There are more than 4000 genetic disorders, and that number is likely to increase as we discover more about our DNA. Many of these diseases are incurable.

So, what is gene therapy?

Gene therapy attempts to cure genetic disorders by replacing a defective gene in the human body with a properly functioning gene.

The first FDA-approved gene therapy procedure was performed by Dr. French Anderson in September 1994, on a child born with a rare genetic disorder, known as severe combined immunodeficiency. This caused her to have no effective immune system, resulting in frequent infections, and a poor quality of life.

The procedure consisted of removing the child’s white blood cells, inserting the good functional copies of the desired gene into some of the cells, and then putting them back into her body.

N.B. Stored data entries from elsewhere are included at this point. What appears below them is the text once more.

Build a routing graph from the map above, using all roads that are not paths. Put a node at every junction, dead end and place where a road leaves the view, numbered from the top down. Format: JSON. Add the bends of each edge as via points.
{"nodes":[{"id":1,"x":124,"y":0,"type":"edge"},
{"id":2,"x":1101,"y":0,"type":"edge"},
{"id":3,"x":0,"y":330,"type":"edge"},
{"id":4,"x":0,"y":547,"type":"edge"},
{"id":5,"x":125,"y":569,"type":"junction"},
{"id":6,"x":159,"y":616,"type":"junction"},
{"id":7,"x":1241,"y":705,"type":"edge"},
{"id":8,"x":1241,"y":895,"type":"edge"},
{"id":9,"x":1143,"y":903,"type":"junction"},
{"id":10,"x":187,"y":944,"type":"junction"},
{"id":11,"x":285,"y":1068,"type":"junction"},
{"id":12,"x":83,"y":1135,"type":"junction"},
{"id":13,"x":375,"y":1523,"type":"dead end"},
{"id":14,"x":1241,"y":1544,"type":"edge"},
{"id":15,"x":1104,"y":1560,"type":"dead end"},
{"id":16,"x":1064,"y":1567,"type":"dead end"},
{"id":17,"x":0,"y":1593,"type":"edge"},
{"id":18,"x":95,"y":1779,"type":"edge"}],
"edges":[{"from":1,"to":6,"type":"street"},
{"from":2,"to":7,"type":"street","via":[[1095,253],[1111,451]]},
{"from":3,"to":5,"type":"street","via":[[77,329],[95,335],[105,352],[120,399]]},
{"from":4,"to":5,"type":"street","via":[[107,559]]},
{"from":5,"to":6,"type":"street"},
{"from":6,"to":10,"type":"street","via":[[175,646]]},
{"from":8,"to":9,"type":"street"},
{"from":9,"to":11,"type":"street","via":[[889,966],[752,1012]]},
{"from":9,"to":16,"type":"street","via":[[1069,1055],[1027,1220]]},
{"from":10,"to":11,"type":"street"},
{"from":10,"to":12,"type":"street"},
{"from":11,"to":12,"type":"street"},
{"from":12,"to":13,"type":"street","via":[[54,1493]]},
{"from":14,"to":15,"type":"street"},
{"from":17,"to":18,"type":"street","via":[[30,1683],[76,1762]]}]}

The procedure is not a permanent fix, and needs to be performed every few months. But she’s alive and well and has a strengthened immune system.

Types of Gene Therapy

There are two types of gene therapy; somatic cell gene therapy and germ line gene therapy.

Somatic cells are those cells within the body that are not involved in the hereditary process. Basically, any cell in your body, except sperm or egg cells, are somatic cells. This type of gene therapy is not heritable and would not be passed on to later generations. Somatic cell gene therapy is designed for treating specific symptoms of specific genetic disorders. For example, if a patient has a disease of the liver, the therapy would be aimed at restoring the affected liver cells.

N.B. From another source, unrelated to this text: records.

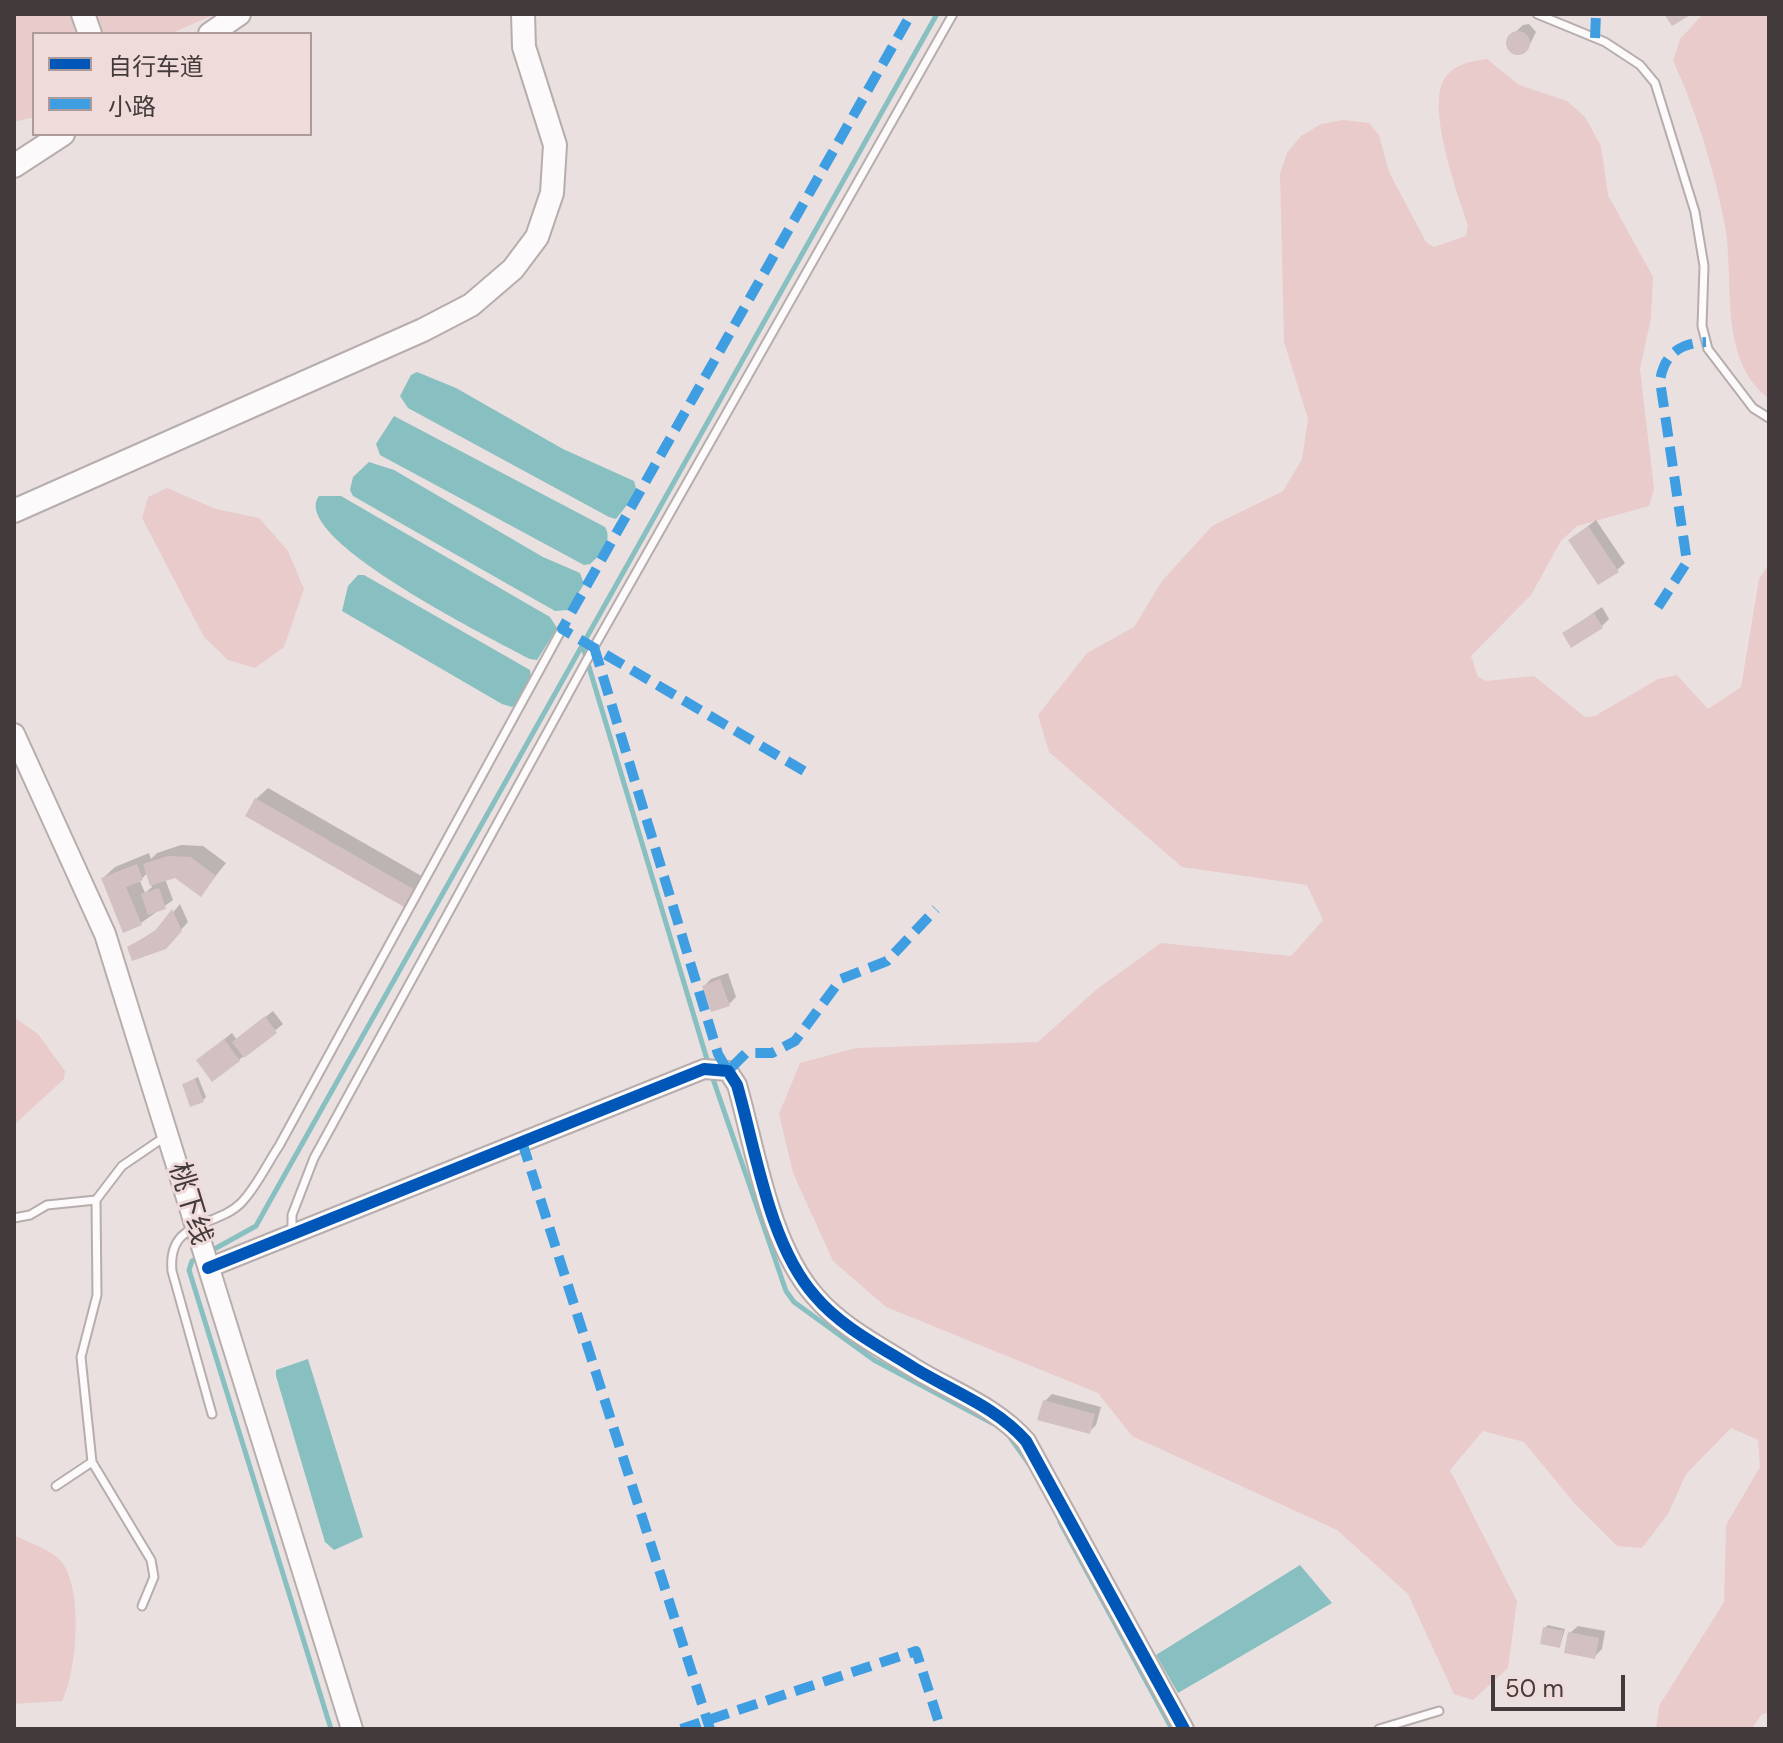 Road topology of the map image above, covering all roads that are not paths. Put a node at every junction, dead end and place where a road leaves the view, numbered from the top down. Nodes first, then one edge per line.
1 (239, 14) edge
2 (523, 14) edge
3 (953, 14) edge
4 (1537, 14) edge
5 (213, 32) edge
6 (60, 136) edge
7 (14, 166) edge
8 (1769, 418) edge
9 (14, 511) edge
10 (562, 629) dead end
11 (14, 734) edge
12 (167, 1135) junction
13 (96, 1200) junction
14 (14, 1218) edge
15 (195, 1225) junction
16 (292, 1234) junction
17 (208, 1268) junction
18 (212, 1414) dead end
19 (92, 1462) junction
20 (56, 1486) dead end
21 (142, 1606) dead end
22 (1439, 1711) dead end
23 (352, 1729) edge
24 (1184, 1729) edge
25 (1379, 1729) edge

1 - 5 highway
2 - 9 highway
3 - 16 lane
4 - 8 lane
6 - 7 highway
10 - 15 lane
11 - 12 main road, 桃下线
12 - 13 lane
12 - 15 main road, 桃下线
13 - 14 lane
13 - 19 lane
15 - 17 main road, 桃下线
15 - 18 lane
16 - 17 street
16 - 24 street
17 - 23 main road, 桃下线
19 - 20 lane
19 - 21 lane
22 - 25 lane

Germ line gene therapy would involve sperm or eggs cells. It is currently prohibited in humans.

How to Replace Genes

So how do you get your desired genes into a person’s body? One way is by using viruses, and hijacking their cellular machinery.

A virus has the ability to introduce its own DNA into cells. This is its natural way to colonize and infect a host. For years scientists have been able to modify viruses, such that they are able to introduce beneficial genes. At the same time they are changed so as not to cause infection.

Among the viruses used for gene therapy are adenoviruses and r_etroviruses_.

Adenoviruses introduce their DNA molecule into the host. The viral DNA is not incorporated into the host cell DNA but remains free in the host nucleus, and it is expressed like any host’s DNA. The viral DNA will not be duplicated when the host cell undergoes cell division.

Retroviruses introduce RNA and eventually the DNA becomes incorporated into the host DNA. So when the host cell divides the new genes appear in its descendants.

There are also non-viral vectors such as using naked DNA or a chain of DNA bases bonded together known as oligonucleotides.


Gene therapy is not without controversy or problems. The introduction of anything foreign into a body can cause problems, and gene therapy is no exception, with reports of toxic shock and severe immune system reaction. In 1999 Jesse Gelsinger became the first person to die whilst undergoing gene therapy.

The technology is also tricky to get right. It is incredibly difficult to introduce a desired gene into a cell and get it to do what you want it to. 

The Future

Gene therapy is a rapidly evolving field of research and study. It holds out much promise for the future if some of the major technical hurdles can be overcome. Those hurdles though present opportunities and encourage others to look for either viable alternatives to gene therapy or new ways of modifying the techniques for the benefit of all; one such technique scientists are excited about is DNA scissors.